* **What is being asked**: The data should be duplicated exactly, with every word kept as it is.

[Stored data]

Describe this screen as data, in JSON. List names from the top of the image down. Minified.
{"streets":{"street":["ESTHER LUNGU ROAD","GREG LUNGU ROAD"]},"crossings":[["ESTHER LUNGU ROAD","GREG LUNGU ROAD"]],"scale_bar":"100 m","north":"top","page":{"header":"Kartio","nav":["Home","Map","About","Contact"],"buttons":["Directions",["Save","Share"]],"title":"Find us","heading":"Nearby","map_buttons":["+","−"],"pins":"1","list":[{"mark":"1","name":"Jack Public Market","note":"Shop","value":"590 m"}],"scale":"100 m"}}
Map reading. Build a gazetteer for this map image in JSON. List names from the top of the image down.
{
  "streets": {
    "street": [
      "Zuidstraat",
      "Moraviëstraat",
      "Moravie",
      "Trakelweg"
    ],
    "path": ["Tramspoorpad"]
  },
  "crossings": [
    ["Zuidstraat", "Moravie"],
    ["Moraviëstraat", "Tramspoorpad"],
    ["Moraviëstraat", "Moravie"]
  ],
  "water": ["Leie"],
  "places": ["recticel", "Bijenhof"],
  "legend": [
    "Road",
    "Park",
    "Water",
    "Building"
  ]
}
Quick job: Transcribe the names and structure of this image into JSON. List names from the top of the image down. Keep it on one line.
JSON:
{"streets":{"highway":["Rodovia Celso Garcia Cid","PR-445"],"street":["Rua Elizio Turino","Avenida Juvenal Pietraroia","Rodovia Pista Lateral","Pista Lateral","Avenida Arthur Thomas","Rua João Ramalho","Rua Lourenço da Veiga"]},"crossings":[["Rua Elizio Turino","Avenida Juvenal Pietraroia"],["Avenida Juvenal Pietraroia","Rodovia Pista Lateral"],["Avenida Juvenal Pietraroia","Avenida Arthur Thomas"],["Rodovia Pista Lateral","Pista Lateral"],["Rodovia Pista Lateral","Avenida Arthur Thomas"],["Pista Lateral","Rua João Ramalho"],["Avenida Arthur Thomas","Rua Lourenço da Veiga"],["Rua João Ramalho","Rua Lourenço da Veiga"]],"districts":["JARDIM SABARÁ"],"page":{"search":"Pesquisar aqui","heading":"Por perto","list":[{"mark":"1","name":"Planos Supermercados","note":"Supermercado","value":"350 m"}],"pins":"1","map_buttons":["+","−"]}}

* **Output for this exercise**:
Describe this screen as data, in JSON. List names from the top of the image down. Minified.
{"streets":{"street":["ESTHER LUNGU ROAD","GREG LUNGU ROAD"]},"crossings":[["ESTHER LUNGU ROAD","GREG LUNGU ROAD"]],"scale_bar":"100 m","north":"top","page":{"header":"Kartio","nav":["Home","Map","About","Contact"],"buttons":["Directions",["Save","Share"]],"title":"Find us","heading":"Nearby","map_buttons":["+","−"],"pins":"1","list":[{"mark":"1","name":"Jack Public Market","note":"Shop","value":"590 m"}],"scale":"100 m"}}
Map reading. Build a gazetteer for this map image in JSON. List names from the top of the image down.
{
  "streets": {
    "street": [
      "Zuidstraat",
      "Moraviëstraat",
      "Moravie",
      "Trakelweg"
    ],
    "path": ["Tramspoorpad"]
  },
  "crossings": [
    ["Zuidstraat", "Moravie"],
    ["Moraviëstraat", "Tramspoorpad"],
    ["Moraviëstraat", "Moravie"]
  ],
  "water": ["Leie"],
  "places": ["recticel", "Bijenhof"],
  "legend": [
    "Road",
    "Park",
    "Water",
    "Building"
  ]
}
Quick job: Transcribe the names and structure of this image into JSON. List names from the top of the image down. Keep it on one line.
JSON:
{"streets":{"highway":["Rodovia Celso Garcia Cid","PR-445"],"street":["Rua Elizio Turino","Avenida Juvenal Pietraroia","Rodovia Pista Lateral","Pista Lateral","Avenida Arthur Thomas","Rua João Ramalho","Rua Lourenço da Veiga"]},"crossings":[["Rua Elizio Turino","Avenida Juvenal Pietraroia"],["Avenida Juvenal Pietraroia","Rodovia Pista Lateral"],["Avenida Juvenal Pietraroia","Avenida Arthur Thomas"],["Rodovia Pista Lateral","Pista Lateral"],["Rodovia Pista Lateral","Avenida Arthur Thomas"],["Pista Lateral","Rua João Ramalho"],["Avenida Arthur Thomas","Rua Lourenço da Veiga"],["Rua João Ramalho","Rua Lourenço da Veiga"]],"districts":["JARDIM SABARÁ"],"page":{"search":"Pesquisar aqui","heading":"Por perto","list":[{"mark":"1","name":"Planos Supermercados","note":"Supermercado","value":"350 m"}],"pins":"1","map_buttons":["+","−"]}}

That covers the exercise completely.